Retrieve all lines below that have the string "paths".
==== Task data ====
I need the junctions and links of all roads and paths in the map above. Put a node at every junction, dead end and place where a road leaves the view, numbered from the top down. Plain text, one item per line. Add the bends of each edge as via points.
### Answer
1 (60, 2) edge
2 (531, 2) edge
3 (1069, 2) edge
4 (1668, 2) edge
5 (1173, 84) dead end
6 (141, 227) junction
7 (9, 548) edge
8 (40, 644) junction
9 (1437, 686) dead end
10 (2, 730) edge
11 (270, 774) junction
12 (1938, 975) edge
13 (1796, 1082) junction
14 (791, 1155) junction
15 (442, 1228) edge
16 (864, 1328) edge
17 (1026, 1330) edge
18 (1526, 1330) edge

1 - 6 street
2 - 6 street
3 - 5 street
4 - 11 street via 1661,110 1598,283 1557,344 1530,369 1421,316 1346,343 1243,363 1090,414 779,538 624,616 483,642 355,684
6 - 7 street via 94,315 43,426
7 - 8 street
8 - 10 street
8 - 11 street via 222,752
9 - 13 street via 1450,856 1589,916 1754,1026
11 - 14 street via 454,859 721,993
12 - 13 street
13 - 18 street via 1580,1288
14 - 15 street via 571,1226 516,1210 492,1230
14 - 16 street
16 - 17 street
====
==== Task data ====
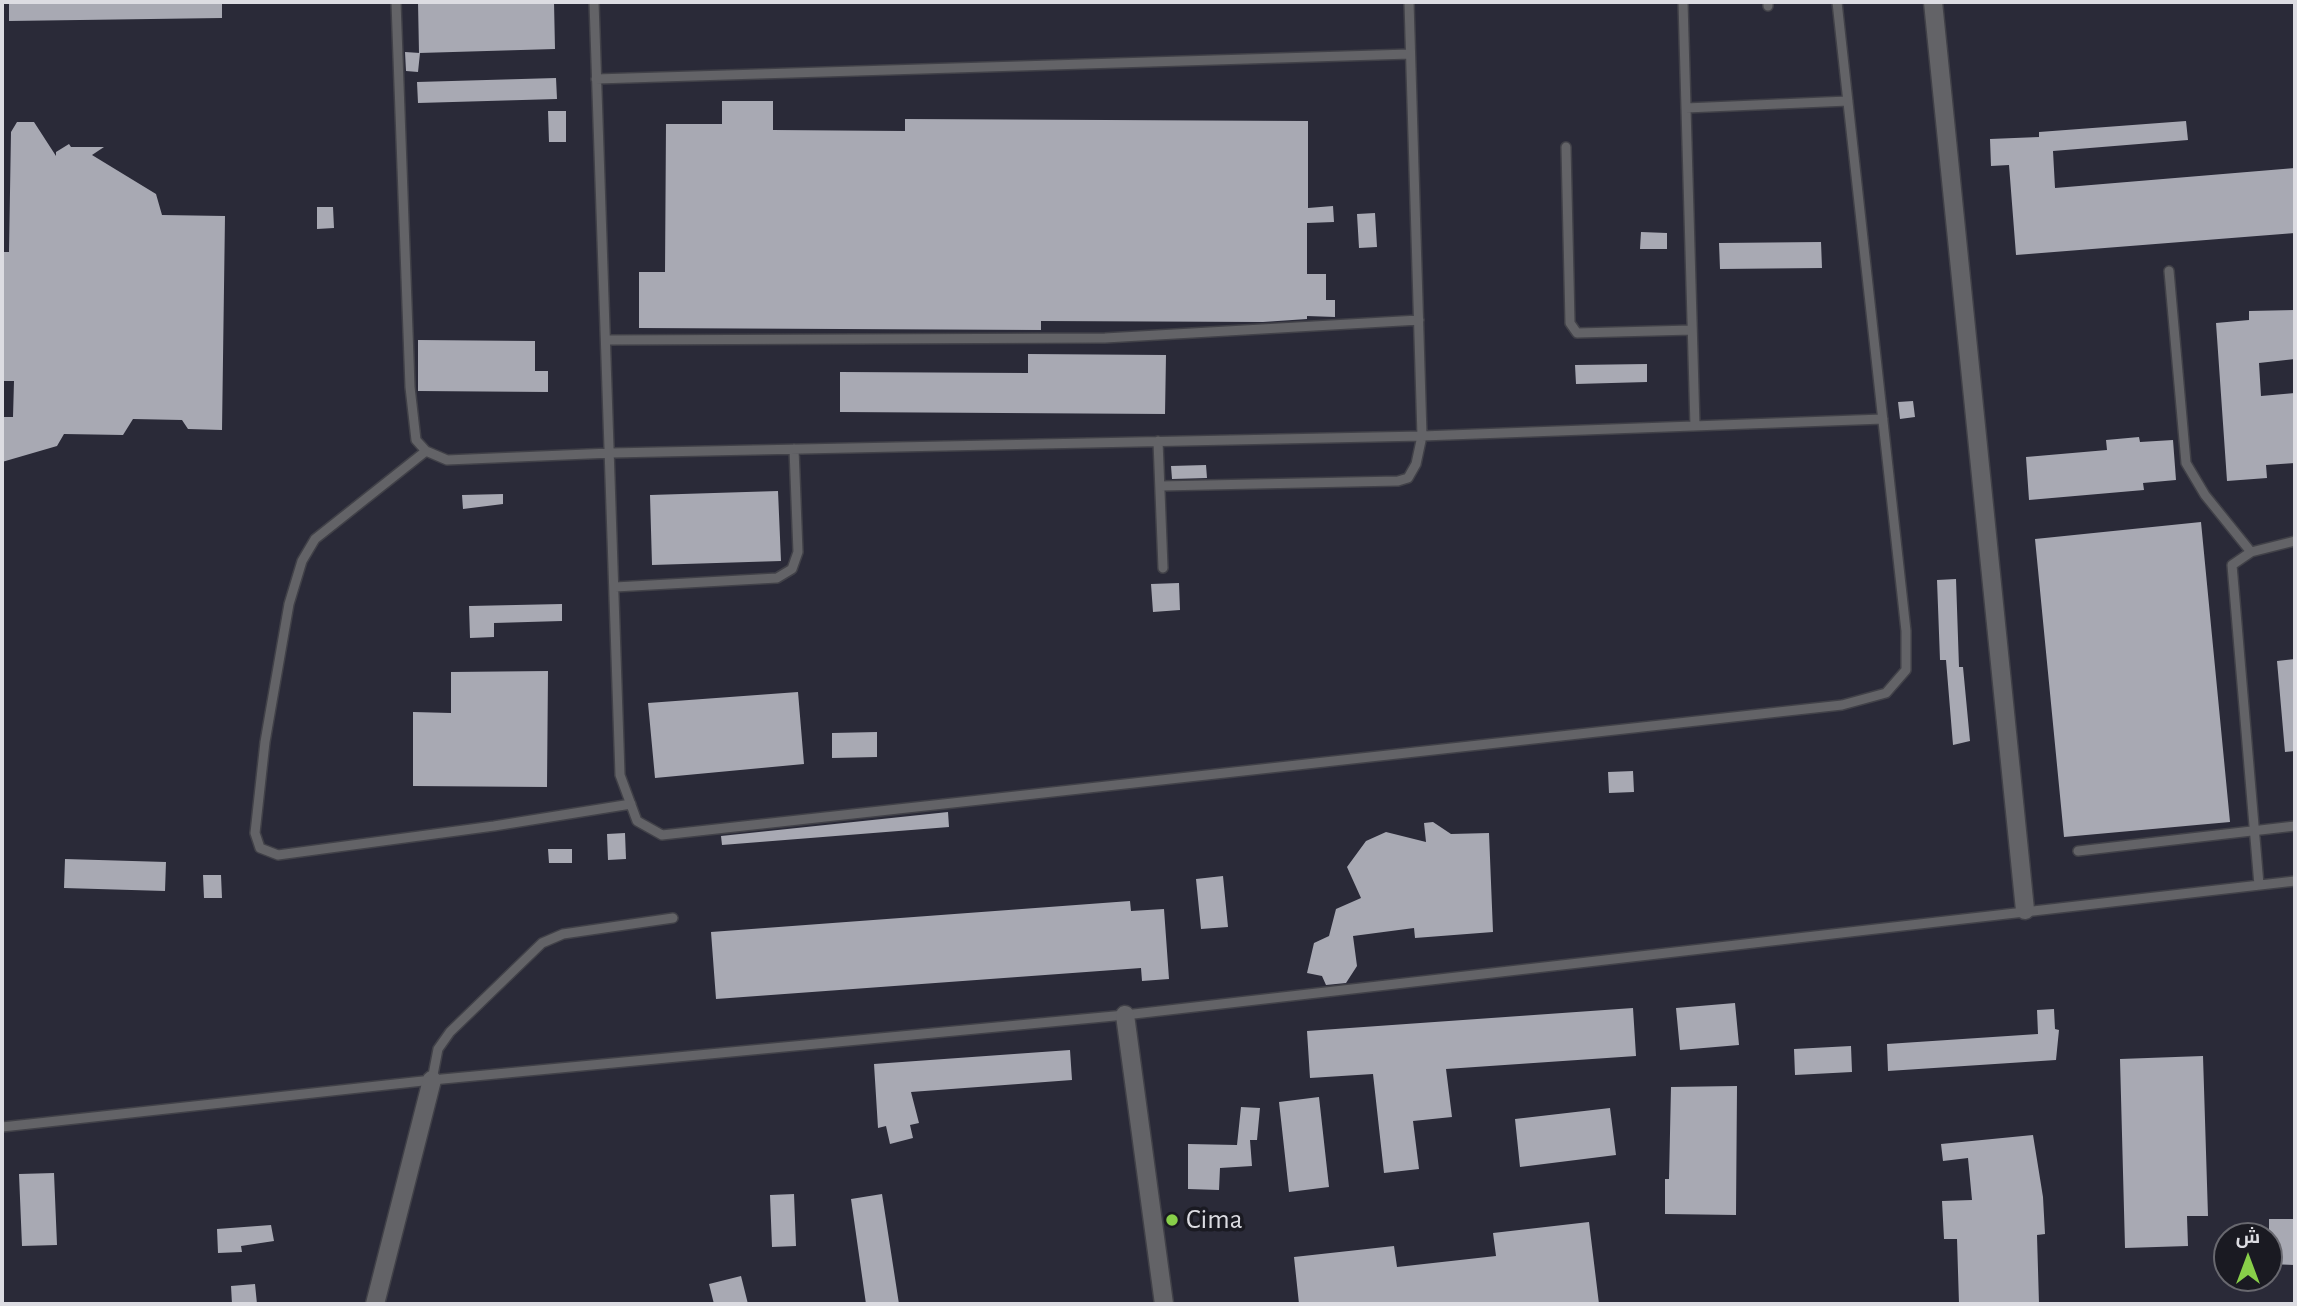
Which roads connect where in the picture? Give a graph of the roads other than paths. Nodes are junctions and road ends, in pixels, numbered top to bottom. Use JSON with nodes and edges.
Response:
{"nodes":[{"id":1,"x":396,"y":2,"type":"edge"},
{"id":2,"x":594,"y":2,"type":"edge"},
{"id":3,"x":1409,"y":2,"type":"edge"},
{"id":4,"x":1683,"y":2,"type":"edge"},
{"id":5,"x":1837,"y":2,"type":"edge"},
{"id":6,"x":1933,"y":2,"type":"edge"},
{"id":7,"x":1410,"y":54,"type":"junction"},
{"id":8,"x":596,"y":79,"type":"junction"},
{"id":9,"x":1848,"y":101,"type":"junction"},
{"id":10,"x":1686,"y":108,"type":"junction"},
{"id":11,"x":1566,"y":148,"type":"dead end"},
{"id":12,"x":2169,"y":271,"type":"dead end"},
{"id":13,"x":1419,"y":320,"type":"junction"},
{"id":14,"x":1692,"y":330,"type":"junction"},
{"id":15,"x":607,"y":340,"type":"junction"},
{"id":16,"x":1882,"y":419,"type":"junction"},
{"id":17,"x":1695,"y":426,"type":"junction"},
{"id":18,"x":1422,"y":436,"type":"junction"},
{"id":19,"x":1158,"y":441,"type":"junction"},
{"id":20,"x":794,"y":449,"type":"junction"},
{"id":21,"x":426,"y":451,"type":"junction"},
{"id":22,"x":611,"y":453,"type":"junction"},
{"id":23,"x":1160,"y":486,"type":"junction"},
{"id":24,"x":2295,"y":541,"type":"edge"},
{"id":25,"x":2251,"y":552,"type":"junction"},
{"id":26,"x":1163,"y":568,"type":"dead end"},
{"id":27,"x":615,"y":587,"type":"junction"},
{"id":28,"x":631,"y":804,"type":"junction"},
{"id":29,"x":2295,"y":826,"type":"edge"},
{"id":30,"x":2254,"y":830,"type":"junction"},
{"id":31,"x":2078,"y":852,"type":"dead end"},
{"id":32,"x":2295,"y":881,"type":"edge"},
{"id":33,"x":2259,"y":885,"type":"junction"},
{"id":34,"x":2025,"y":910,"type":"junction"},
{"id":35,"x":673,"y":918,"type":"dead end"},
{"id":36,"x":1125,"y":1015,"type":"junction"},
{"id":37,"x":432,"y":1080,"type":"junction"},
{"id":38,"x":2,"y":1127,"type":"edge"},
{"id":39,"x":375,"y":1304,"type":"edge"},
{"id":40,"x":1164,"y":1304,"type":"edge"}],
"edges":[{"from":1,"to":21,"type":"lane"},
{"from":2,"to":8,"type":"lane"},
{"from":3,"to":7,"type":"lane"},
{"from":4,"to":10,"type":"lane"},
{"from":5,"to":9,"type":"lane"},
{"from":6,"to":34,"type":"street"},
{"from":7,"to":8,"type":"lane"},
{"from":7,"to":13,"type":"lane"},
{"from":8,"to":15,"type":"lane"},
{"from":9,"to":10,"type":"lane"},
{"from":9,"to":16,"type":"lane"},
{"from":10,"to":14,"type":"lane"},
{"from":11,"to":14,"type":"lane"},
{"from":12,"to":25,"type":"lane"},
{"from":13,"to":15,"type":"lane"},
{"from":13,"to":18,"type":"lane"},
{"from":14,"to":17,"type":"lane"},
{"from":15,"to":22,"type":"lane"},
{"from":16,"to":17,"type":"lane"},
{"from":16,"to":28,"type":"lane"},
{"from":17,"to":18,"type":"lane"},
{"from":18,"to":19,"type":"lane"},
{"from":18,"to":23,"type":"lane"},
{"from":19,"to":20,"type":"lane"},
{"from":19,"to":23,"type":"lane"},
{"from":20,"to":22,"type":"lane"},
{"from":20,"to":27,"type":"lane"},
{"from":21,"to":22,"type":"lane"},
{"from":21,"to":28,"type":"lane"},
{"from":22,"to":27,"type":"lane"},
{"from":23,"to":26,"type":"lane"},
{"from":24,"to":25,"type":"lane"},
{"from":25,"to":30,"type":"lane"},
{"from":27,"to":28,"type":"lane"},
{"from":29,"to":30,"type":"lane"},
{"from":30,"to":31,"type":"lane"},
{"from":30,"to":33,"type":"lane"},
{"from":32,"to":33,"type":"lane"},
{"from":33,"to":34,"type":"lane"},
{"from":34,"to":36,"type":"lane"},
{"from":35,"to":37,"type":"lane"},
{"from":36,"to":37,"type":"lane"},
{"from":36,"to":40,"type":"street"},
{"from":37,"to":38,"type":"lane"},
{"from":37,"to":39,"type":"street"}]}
====
- _Response for this exercise_
I need the junctions and links of all roads and paths in the map above. Put a node at every junction, dead end and place where a road leaves the view, numbered from the top down. Plain text, one item per line. Add the bends of each edge as via points.
Which roads connect where in the picture? Give a graph of the roads other than paths. Nodes are junctions and road ends, in pixels, numbered top to bottom. Use JSON with nodes and edges.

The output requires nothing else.